But why, it is asked, might not the same purpose have been accomplished by the instrumentality of the State courts? This admits of different answers. Though the fitness and competency of those courts should be allowed in the utmost latitude, yet the substance of the power in question may still be regarded as a necessary part of the plan, if it were only to empower the national legislature to commit to them the cognizance of causes arising out of the national Constitution. To confer the power of determining such causes upon the existing courts of the several States, would perhaps be as much “to constitute tribunals,” as to create new courts with the like power. But ought not a more direct and explicit provision to have been made in favor of the State courts? There are, in my opinion, substantial reasons against such a provision: the most discerning cannot foresee how far the prevalency of a local spirit may be found to disqualify the local tribunals for the jurisdiction of national causes; whilst every man may discover, that courts constituted like those of some of the States would be improper channels of the judicial authority of the Union. State judges, holding their offices during pleasure, or from year to year, will be too little independent to be relied upon for an inflexible execution of the national laws. And if there was a necessity for confiding the original cognizance of causes arising under those laws to them there would be a correspondent necessity for leaving the door of appeal as wide as possible.
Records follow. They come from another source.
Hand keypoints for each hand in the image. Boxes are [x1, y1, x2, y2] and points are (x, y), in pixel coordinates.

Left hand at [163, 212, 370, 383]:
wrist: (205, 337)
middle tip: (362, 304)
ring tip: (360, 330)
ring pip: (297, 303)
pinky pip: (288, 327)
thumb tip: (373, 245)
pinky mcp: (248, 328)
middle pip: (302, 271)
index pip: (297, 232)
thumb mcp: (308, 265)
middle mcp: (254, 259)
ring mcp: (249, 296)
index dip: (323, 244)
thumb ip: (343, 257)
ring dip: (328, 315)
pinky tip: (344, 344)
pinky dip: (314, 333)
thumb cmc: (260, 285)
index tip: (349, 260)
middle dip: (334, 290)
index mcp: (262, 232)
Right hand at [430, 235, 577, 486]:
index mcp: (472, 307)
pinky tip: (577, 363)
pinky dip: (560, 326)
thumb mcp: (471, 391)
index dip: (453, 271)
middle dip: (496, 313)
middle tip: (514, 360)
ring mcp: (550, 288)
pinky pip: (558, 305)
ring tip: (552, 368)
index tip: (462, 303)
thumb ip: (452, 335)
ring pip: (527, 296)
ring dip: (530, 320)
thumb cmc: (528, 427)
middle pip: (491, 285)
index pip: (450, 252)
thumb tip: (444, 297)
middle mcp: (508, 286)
In proportion to the grounds of confidence in, or distrust of, the subordinate tribunals, ought to be the facility or difficulty of appeals. And well satisfied as I am of the propriety of the appellate jurisdiction, in the several classes of causes to which it is extended by the plan of the convention. I should consider every thing calculated to give, in practice, an unrestrained course to appeals, as a source of public and private inconvenience.
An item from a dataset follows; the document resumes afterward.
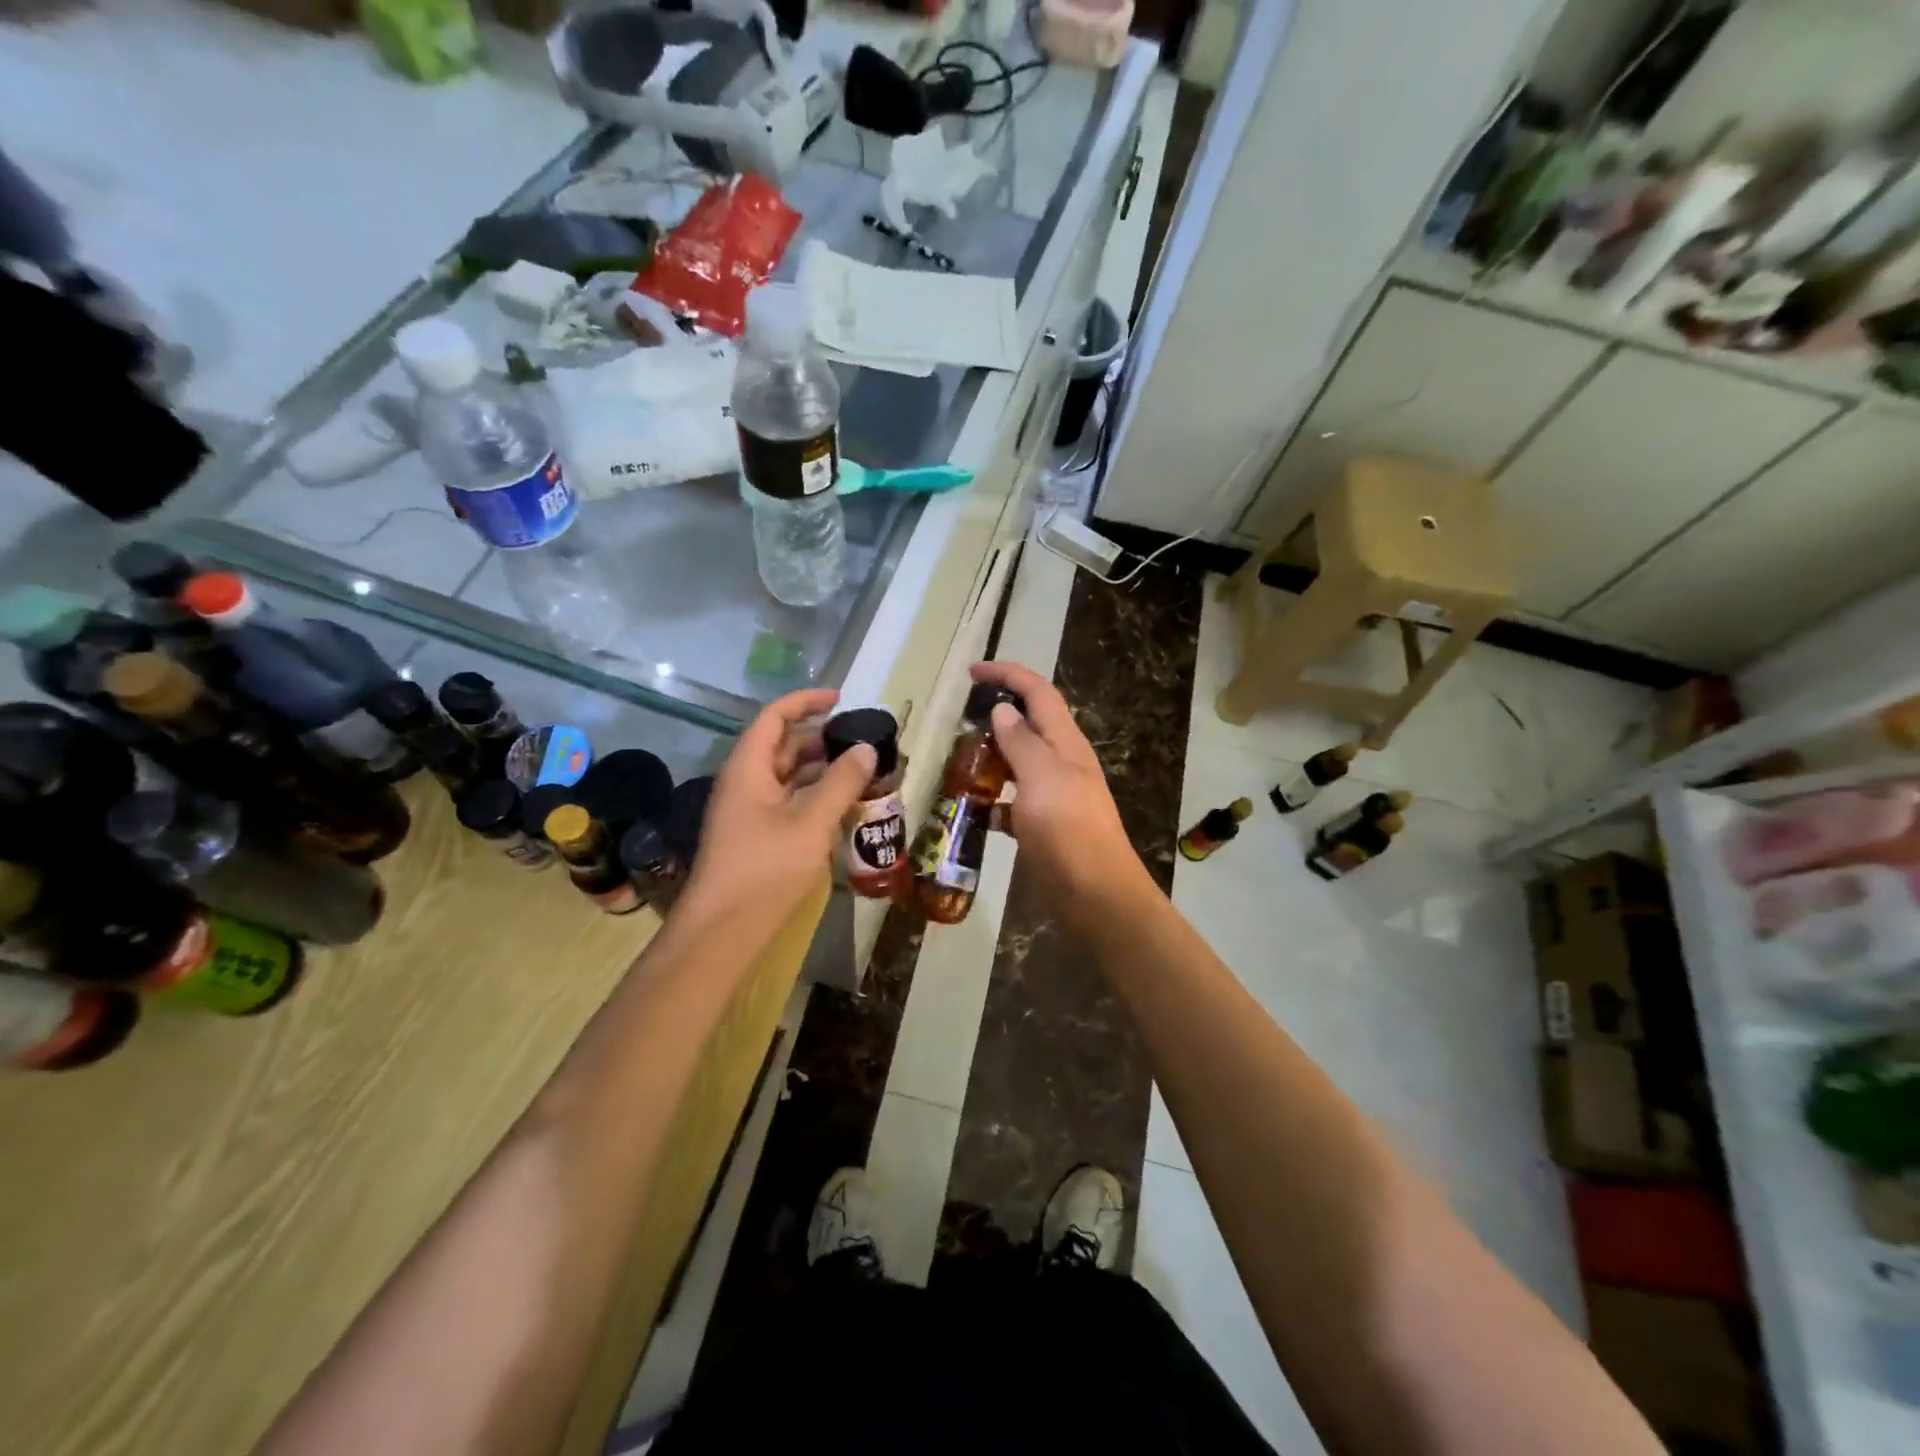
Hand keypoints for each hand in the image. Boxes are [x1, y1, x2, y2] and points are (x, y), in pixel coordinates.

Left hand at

One might ask why the State courts can’t fulfill this function?  There are several answer to this question.  First, although the caliber of these courts is not in question, it is still necessary for a federal court to adjudicate laws passed by a national legislature.  Power to undo national legislation should not be given to state courts. Such a power would have the affect of making state courts into courts of last resort.  Why shouldn’t the state courts have this power?    There are good reasons for not granting this authority.  For one thing local concerns may conflict with national interests and for another, elected judges are a poor substitute for federal ones with lifetime tenure.  Elected judges lack the independence needed to make the hard decisions that may be needed for national laws. Finally, if there is a need to review legislation, there is a need to appeal such reviews.  A federal court hierarchy is an obvious mechanism for doing so. The more confidence there is in the lower courts the more difficult it should be to appeal,  conversely, the less confidence there is in them, the easier it should be to appeal.  The appellate system set up by the Constitution is appropriate.  Unrestrained access to appeals is a bad thing from both a public and a private standpoint.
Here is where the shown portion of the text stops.